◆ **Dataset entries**
--------------------

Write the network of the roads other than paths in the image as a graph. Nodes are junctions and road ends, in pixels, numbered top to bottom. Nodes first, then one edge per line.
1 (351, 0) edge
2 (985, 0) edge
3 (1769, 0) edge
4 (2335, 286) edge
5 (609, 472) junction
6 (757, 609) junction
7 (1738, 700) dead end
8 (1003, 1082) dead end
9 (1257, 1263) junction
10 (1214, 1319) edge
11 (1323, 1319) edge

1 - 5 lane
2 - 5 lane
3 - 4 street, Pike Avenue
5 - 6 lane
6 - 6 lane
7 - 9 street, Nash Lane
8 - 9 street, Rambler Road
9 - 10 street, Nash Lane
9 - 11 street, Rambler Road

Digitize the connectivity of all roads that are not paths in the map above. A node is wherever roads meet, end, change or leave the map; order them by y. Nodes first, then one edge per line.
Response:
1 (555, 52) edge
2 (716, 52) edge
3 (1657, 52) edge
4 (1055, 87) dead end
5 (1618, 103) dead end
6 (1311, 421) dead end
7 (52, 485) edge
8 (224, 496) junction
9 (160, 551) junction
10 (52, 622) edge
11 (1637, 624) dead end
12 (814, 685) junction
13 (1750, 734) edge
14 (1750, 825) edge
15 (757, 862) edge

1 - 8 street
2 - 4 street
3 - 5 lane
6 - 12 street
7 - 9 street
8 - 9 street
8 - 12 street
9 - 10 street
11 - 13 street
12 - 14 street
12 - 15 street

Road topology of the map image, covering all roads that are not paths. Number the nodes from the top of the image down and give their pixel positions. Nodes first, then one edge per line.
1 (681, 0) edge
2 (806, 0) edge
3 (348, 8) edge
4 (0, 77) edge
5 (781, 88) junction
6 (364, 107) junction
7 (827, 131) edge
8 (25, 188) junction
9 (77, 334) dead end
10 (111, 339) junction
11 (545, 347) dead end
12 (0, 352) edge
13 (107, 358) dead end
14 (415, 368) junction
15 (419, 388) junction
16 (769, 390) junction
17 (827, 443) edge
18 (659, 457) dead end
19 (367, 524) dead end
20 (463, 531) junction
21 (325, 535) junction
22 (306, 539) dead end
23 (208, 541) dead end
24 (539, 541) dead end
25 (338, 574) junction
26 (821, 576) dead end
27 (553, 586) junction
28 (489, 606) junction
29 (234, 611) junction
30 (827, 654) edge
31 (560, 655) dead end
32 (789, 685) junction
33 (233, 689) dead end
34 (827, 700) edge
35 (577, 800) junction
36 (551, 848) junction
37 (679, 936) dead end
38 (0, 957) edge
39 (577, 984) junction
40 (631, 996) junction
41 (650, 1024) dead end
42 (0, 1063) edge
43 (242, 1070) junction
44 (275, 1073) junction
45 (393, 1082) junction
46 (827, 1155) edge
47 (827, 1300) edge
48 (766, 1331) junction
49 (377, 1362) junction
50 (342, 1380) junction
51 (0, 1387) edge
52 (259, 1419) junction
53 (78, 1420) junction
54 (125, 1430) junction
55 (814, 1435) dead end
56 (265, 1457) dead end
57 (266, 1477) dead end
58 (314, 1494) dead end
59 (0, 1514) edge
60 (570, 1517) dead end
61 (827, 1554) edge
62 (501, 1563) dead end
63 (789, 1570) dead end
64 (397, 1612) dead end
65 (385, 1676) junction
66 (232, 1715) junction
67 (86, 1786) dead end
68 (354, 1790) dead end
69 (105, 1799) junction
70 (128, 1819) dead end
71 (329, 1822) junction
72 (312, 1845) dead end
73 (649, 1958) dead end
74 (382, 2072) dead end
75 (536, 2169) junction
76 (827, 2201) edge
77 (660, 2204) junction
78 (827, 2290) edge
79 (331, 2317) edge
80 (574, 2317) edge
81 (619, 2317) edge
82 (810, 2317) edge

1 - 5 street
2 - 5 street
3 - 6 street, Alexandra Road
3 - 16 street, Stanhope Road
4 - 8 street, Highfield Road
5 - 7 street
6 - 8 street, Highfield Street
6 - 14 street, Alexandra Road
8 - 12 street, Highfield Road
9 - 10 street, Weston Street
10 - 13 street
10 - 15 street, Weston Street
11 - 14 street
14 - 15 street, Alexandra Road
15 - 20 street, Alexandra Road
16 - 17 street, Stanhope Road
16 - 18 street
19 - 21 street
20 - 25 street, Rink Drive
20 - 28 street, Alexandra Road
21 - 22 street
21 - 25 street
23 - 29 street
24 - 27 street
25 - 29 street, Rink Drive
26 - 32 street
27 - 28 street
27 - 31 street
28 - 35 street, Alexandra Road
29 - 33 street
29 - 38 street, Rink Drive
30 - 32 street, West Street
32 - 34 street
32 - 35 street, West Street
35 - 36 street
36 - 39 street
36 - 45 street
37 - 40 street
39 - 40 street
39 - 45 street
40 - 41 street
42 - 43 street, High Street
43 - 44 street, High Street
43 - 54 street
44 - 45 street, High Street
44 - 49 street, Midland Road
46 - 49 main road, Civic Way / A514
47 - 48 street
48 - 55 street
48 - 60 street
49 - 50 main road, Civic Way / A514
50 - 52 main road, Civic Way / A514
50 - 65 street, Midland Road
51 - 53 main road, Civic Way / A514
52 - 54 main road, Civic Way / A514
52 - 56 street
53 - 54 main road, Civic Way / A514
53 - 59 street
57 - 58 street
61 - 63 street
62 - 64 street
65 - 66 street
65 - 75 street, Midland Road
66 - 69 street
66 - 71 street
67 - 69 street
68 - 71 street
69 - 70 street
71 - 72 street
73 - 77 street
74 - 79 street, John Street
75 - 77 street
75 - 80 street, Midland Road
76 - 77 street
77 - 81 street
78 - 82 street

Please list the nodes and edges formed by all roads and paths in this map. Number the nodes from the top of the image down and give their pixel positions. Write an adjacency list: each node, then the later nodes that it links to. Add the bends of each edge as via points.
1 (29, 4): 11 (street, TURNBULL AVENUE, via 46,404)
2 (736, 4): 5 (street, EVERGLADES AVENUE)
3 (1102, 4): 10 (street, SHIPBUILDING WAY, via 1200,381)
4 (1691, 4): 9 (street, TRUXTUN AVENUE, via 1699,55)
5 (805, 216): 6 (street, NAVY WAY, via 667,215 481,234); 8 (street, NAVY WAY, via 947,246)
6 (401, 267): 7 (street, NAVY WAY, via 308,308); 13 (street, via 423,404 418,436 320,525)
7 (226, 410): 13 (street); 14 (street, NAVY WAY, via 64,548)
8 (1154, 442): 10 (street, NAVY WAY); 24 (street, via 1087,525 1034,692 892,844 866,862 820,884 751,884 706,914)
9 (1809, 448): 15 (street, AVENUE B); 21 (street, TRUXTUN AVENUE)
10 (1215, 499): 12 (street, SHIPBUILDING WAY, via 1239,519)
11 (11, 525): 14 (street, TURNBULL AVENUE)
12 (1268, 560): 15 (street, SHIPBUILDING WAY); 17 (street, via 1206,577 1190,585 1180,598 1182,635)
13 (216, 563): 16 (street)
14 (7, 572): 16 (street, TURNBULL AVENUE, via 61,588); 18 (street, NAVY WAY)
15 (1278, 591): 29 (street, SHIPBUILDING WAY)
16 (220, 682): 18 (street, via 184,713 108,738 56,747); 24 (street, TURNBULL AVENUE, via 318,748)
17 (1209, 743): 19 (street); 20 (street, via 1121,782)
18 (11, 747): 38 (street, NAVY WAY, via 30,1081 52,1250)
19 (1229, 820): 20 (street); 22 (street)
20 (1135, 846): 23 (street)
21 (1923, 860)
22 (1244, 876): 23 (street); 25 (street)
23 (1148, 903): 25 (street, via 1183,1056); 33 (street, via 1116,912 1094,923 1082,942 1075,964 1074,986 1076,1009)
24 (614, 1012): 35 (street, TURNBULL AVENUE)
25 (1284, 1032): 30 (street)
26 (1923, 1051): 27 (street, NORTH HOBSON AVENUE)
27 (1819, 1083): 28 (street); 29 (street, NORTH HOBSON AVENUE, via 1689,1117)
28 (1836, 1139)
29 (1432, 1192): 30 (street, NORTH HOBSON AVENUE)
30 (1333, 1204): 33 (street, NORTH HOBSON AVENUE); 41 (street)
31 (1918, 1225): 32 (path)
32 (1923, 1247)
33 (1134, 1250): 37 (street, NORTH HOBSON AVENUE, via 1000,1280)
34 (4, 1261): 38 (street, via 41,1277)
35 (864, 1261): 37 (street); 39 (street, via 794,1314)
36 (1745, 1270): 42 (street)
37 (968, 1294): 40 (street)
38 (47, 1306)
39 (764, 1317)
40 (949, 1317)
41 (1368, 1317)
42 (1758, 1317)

--------------------

◆ **TASK GOAL**
A line counts if it holds the word "NORTH". How many lines of the entries count? Give the number only.

◆ **RESULT OF THIS EXERCISE**
5